Saturday, August 29, 2015

Hainan/White Cut Chicken

Since I wrote about the fresh Chili Garlic Sauce that I used on my Hainan Chicken, I figured I had better give you the recipe for that as well.  Hainan Chicken is a really popular dish in Singapore and it's a great way of getting lots of soup and tender chicken and delicious rice that you cook in the broth. I grew up with a variation that is called White Cut Chicken and it is still one of my favorite ways to cook chicken. The secret is to only boil it for a very short  time and then take the chicken off the heat and leave it covered to steam for 40 minutes longer. You then remove the chicken and let it cool completely and then you cut into bite size pieces. Now, traditionally you use a cleaver and hack through the bones to cut the chicken up, but I like my chicken boneless, so I take the meat off the bones in pieces as big as possible and then cut it up. Of course, the breast meat looks the best as it comes off in one big chunk and if you slice it partially sideways, it makes for a great presentation. 

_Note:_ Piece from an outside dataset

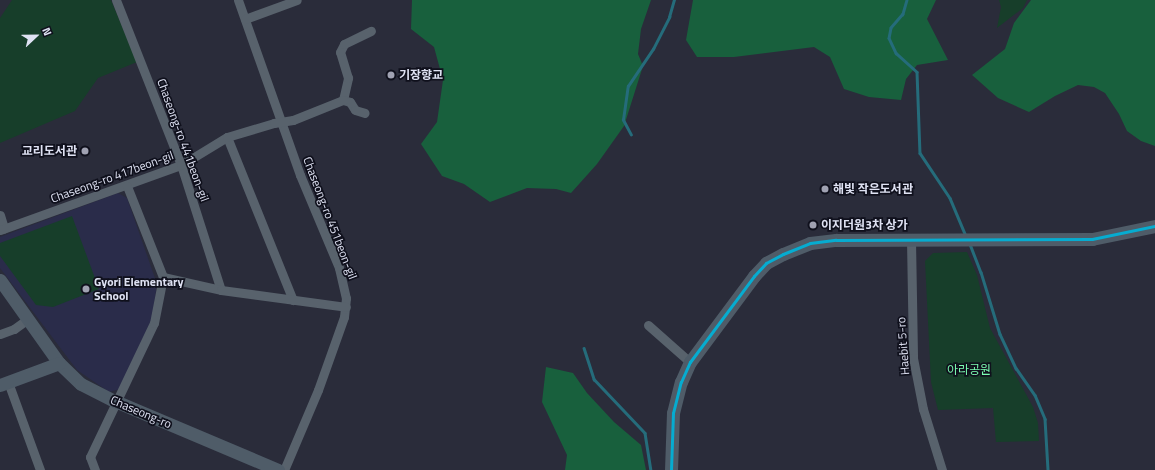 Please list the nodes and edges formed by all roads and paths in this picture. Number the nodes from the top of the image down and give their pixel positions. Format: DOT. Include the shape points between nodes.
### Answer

The usual sauces that are served with Hainan/White Cut Chicken are the Chili Sauce that was my last post and also a Soy Sauce and Vinegar with Scallion Sauce and also a grated Ginger Sauce - basically grated Ginger and Salt. To make it easier, I mix it all together. It's very similar to the sauce made famous by Momofuku, but really, that recipe is pretty classic  to most Asian cuisines and I don't really think you even need to measure. I've included my version below. It is shocking how good this plain chicken tastes with these sauces and if you serve it with rice that has been cooked in some of the leftover chicken broth, you have a fabulous meal. I like to serve it with a Cucumber Salad. The chicken is so tender and the sauces are so savory and pungent - this dish is a delight for your tastebuds!

Hainan/White Cut Chicken

1 Whole Chicken about 3 pounds
1 Tablespoon Salt + 1 1/2 Tablespoons more
Water to cook Chicken

Take 1 Tablespoon of Salt and Rub it all over the skin of the chicken. Then place it into a big pot and add enough water to come up to cover most of leg and thigh, leaving the breast uncovered.  Bring to a boil and reduce to a simmer, cover and simmer for 20 minutes. Then turn off the heat, push the pot over to an unheated part of the stove and let sit for 40 minutes.  Then take out the Chicken and cool.  Strain and taste the broth and add additional salt. Use the broth to make rice to serve with it and save the rest for soup.

When the chicken is fully cooled, pull the meat off the bones in as big chunks as you can. Cut into bite size pieces.  Serve with Chili Sauce and Tamari, Scallion, Ginger Sauce.

Tamari, Scallion and Ginger  Sauce

4 - 5 Scallions, trimmed and sliced finely
2 - 3 Tablespoons Tamari
1 teaspoon Rice Wine Vinegar
2 inch chunk of Ginger grated
1/2 teaspoon Sesame Oil

Mix together and let sit for at least 15 minutes to let the flavors meld. It will hold in the refrigerator for up to 3 days.

Five Element Analysis

Chicken belongs to the Wood Element so that element is covered and the way of cooking this dish is very Watery.  The Tamari and Sesame Oil add even more of the Water Element. The Scallions and Rice add the Metal Element and the the Chili Sauce contributes a good amount of the Fire Element. The Ginger contributes the Earth Element and the Cucumber Salad I served it with adds even more, making this a balanced Five Element meal!